Tela Viva - Glasberg

Organização internacional de produtores quer cobrar direitos sobre a exibição de obras na TV por assinatura no Brasil.

Agicoa (Association of International Collective Management of Audiovisual Works), entidade internacional sem fins lucrativos de gestão coletiva de direitos baseada na Suíça, está de olho no Brasil. Representantes da organização virão ao país no final de setembro com dois objetivos: fazer convênio com produtores nacionais para que recebam os direitos sobre suas obras exibidas na televisão em outros países e iniciar a cobrança de alegados direitos devidos pelas operadoras de TV por assinatura pela retransmissão de programas licenciados originalmente para a TV aberta.

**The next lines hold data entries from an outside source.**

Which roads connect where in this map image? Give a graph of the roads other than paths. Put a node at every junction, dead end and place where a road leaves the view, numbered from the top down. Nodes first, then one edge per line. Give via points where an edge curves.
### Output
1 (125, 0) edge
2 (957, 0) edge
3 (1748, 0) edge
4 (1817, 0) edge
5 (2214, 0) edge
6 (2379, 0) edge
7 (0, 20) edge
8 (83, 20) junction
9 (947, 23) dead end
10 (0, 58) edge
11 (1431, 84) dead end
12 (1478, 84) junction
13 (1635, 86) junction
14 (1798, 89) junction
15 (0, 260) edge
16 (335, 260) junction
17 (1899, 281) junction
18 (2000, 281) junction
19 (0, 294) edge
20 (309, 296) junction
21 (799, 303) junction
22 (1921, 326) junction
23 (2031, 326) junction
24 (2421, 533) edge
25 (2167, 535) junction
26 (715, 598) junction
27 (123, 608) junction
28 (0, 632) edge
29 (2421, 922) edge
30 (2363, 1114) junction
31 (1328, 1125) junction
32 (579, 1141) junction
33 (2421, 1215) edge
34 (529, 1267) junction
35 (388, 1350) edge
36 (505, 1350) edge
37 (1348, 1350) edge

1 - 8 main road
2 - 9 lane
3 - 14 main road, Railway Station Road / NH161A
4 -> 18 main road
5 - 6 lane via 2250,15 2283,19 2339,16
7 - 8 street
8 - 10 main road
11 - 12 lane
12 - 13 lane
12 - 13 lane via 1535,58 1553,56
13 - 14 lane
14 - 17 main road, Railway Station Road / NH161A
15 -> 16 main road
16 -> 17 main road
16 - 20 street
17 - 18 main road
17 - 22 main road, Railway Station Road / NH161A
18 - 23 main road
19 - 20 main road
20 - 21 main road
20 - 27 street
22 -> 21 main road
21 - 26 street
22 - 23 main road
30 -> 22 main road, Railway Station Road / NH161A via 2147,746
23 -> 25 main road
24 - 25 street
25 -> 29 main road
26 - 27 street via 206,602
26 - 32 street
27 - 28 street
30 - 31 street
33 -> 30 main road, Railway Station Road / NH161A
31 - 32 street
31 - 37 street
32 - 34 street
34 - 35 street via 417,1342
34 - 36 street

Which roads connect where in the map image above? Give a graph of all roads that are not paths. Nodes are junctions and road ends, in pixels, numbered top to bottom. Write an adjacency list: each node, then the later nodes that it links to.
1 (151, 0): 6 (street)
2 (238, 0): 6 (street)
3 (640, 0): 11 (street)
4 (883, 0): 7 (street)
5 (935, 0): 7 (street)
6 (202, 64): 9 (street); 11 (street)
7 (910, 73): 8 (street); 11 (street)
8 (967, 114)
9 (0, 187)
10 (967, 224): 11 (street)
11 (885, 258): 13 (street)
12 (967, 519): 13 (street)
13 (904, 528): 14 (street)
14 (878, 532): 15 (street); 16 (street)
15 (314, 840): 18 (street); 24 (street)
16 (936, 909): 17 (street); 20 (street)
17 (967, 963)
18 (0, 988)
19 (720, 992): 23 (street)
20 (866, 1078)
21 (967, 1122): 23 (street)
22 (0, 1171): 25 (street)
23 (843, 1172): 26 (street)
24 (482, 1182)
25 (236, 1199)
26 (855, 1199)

O “cartão de visitas” da Agicoa são os estúdios da MPAA (Motion Pictures Association of America), a associação dos grandes estúdios norteamericanos, a quem a entidade representa, entre diversas outras sociedades de produtores, especialmente europeus, como a Associação dos Produtores Independentes da Grécia (Sapoe), a Federação  Internacional das Associações de Produtores de Filmes (FIAPF), baseada em Paris, ou a União de Produtores de Cine e Televisão (UPCT), da Espanha, entre vários outros, de 42 países.

Uma fonte conhecedora do mercado de cinema conta que no início, em idos de 1981, os grandes estúdios rejeitaram a proposta de uma sociedade independente gerindo seus direitos no exterior, mas mudaram de idéia quando os dólares começaram a fluir. O mesmo aconteceu com a Globo, que já recebeu direitos de retransmissão de seus programas em outros países através da Agicoa.

Na agenda da entidade no Brasil estão visitas a autoridades e empresas brasileiras e uma apresentação no Festival do Rio. Para os produtores nacionais, a Agicoa acena com a possibilidade de recebimento de direitos sobre obras exibidas nos países onde a entidade está presente.

Cobrança

O problema está na outra ponta. A Agicoa quer cobrar no Brasil o que chama de “direito de retransmissão (rebroadcast)”. Segundo a entidade, quando a TV por assinatura exibe a programação da TV aberta, isso gera um  novo direito aos produtores do conteúdo, ainda que esta retransmissão seja simultânea, como acontece no Brasil, e ainda que haja na lei brasileira a obrigatoriedade do must carry (carregamento dos canais abertos pela TV a cabo).  “São camadas diferentes de legislação”, conta o diretor legal da entidade, Helmut Koszuszeck. “O must carry é uma lei de mídia, de comunicação, não inclui os direitos de autor”, afirma.

Acontece que a lei brasileira não reconhece o direito autoral do produtor. Em carta enviada à entidade em 25 de julho, a ABTA (Associação Brasileira de TV por Assinatura) explica que a Lei 9610 de 1998, em seu artigo 16, explicita que produtores não são co-autores das obras (apenas o autor do argumento e o diretor). A lei também não prevê a existência de direitos de produtores sobre a  exibição pública de obras audiovisuais, apenas de músicos e autores. Além disso, o Artigo 97 da mesma lei exige que qualquer cobrança coletiva de direitos seja feita apenas por entidade legalmente estabelecida no país.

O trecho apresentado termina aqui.